Model: "tf_distil_bert_for_sequence_classification"
_________________________________________________________________
Layer (type)                 Output Shape              Param #   
distilbert (TFDistilBertMain multiple                  66362880  
_________________________________________________________________
pre_classifier (Dense)       multiple                  590592    
_________________________________________________________________
classifier (Dense)           multiple                  1538      
_________________________________________________________________
dropout_19 (Dropout)         multiple                  0         
Total params: 66,955,010
Trainable params: 66,955,010
Non-trainable params: 0
_________________________________________________________________


In [30]:
## When you use batch with the dataset, you don't need to define the batch_size in the fit method
## source: https://stackoverflow.com/questions/62670041/batch-size-in-tf-model-fit-vs-batch-size-in-tf-data-dataset

model1.fit(np.array(trainX_encoded['input_ids']),np.array(trainY), epochs=1, 
          #validation_data=(np.array(validX_encoded['input_ids']),np.array(validY)),
          #validation_split=.2,
          batch_size=64)



<keras.callbacks.History at 0x7fe59ed6ff90>

In [31]:
raw_pred = model.predict(testX_encoded['input_ids'])

In [32]:
pred_proba = tf.math.softmax(raw_pred[0], axis=-1).numpy()

In [33]:
roc_auc_score(testY,pred_proba[:,1])

0.9966283524904214

### Case2: Add a new dense trainable layer and train this complete model on the custom data

In [43]:
model2 = model

In [44]:
input_layer = tf.keras.layers.Input(shape = (221,), dtype='int64')
distbert = model2(input_layer)
distbert = distbert[0]              
flat = tf.keras.layers.Flatten()(distbert)
dense = tf.keras.layers.Dense(units=512, activation=tf.keras.activations.relu)(flat) # Adding Additional Linear Layer
classifier = tf.keras.layers.Dense(units=1, activation=tf.keras.activations.sigmoid)(dense)
mymodel = tf.keras.Model(inputs=input_layer, outputs=classifier)
mymodel.summary()

Model: "model_2"
_________________________________________________________________
Layer (type)                 Output Shape              Param #   
input_3 (InputLayer)         [(None, 221)]             0         
_________________________________________________________________
tf_distil_bert_for_sequence_ TFSequenceClassifierOutpu 66955010  
_________________________________________________________________
flatten_2 (Flatten)          (None, 2)                 0         
_________________________________________________________________
dense_4 (Dense)              (None, 512)               1536      
_________________________________________________________________
dense_5 (Dense)              (None, 1)                 513       
Total params: 66,957,059
Trainable params: 66,957,059
Non-trainable params: 0
_________________________________________________________________


In [45]:
optimizer = tf.keras.optimizers.Adam(learning_rate=5e-5)
mymodel.compile(optimizer=optimizer, 
              loss=tf.keras.losses.binary_crossentropy,
              metrics = tf.keras.metrics.AUC())

In [46]:
mymodel.fit(np.array(trainX_encoded['input_ids']),
            np.array(trainY), 
            epochs=1, 
            batch_size=64,
            validation_data=(np.array(validX_encoded['input_ids']),np.array(validY)))

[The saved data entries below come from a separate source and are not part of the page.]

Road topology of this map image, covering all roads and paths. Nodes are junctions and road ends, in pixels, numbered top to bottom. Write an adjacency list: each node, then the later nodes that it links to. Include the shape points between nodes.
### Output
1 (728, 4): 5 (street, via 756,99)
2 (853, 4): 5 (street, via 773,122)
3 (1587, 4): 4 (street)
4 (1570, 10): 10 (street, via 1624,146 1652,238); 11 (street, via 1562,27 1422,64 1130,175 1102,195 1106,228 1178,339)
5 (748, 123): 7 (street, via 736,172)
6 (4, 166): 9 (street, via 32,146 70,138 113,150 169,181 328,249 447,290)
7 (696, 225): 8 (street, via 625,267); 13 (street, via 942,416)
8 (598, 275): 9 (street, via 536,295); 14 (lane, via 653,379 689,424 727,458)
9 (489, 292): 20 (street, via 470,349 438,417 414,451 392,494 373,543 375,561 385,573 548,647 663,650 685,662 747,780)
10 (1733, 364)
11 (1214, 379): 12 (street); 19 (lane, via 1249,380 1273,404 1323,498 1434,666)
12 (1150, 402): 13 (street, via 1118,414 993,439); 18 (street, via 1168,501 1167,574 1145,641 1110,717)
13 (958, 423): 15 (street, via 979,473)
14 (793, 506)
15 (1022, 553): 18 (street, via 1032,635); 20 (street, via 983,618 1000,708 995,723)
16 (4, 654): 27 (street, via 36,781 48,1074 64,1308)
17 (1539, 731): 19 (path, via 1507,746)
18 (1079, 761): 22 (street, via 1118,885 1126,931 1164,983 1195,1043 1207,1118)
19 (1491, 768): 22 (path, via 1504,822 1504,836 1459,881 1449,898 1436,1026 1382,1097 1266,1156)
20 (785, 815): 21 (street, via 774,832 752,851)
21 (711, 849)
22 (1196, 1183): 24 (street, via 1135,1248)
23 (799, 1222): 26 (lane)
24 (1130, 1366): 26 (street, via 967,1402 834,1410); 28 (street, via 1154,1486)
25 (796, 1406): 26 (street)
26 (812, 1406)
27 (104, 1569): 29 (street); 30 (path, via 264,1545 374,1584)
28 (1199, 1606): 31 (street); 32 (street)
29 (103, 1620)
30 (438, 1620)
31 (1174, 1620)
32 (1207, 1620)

<keras.callbacks.History at 0x7fe2af301e10>

In [47]:
pred_proba = mymodel.predict(np.array(testX_encoded['input_ids']))

In [48]:
roc_auc_score(testY,pred_proba)

0.9766283524904215

### Case3: Freeze the pretrained model and train only the newly added dense layer on the custom data

In [49]:
model3 = model

In [50]:
model3.trainable = False ## Make the training of the model as false, i.e. train only additional layer

In [51]:
input_layer = tf.keras.layers.Input(shape = (221,), dtype='int64')
distbert = model3(input_layer)
distbert = distbert[0]              
flat = tf.keras.layers.Flatten()(distbert)
dense = tf.keras.layers.Dense(units=512, activation=tf.keras.activations.relu)(flat) # Adding Additional Linear Layer
classifier = tf.keras.layers.Dense(units=1, activation=tf.keras.activations.sigmoid)(dense)
mymodel = tf.keras.Model(inputs=input_layer, outputs=classifier)
mymodel.summary()

Model: "model_3"
_________________________________________________________________
Layer (type)                 Output Shape              Param #   
input_4 (InputLayer)         [(None, 221)]             0         
_________________________________________________________________
tf_distil_bert_for_sequence_ TFSequenceClassifierOutpu 66955010  
_________________________________________________________________
flatten_3 (Flatten)          (None, 2)                 0         
_________________________________________________________________
dense_6 (Dense)              (None, 512)               1536      
_________________________________________________________________
dense_7 (Dense)              (None, 1)                 513       
Total params: 66,957,059
Trainable params: 2,049
Non-trainable params: 66,955,010
_________________________________________________________________


* Here we can see, only 2,049 params are trainable.

In [52]:
optimizer = tf.keras.optimizers.Adam(learning_rate=5e-5)
mymodel.compile(optimizer=optimizer, 
              loss=tf.keras.losses.binary_crossentropy,
              metrics = tf.keras.metrics.AUC())

In [53]:
mymodel.fit(np.array(trainX_encoded['input_ids']),
            np.array(trainY), epochs=3, 
            batch_size=64,
            validation_data=(np.array(validX_encoded['input_ids']),np.array(validY)))

Epoch 1/3
Epoch 2/3
Epoch 3/3


<keras.callbacks.History at 0x7fe285427590>

In [142]:
mymodel.layers

[<keras.engine.input_layer.InputLayer at 0x7fd2c07bea90>,
 <transformers.models.distilbert.modeling_tf_distilbert.TFDistilBertForSequenceClassification at 0x7fd5ae628190>,
 <keras.layers.core.Flatten at 0x7fd2c07beb50>,
 <keras.layers.core.Dense at 0x7fd2c05a6c90>,
 <keras.layers.core.Dense at 0x7fd2a9a06b50>]

In [54]:
pred_proba = mymodel.predict(np.array(testX_encoded['input_ids']))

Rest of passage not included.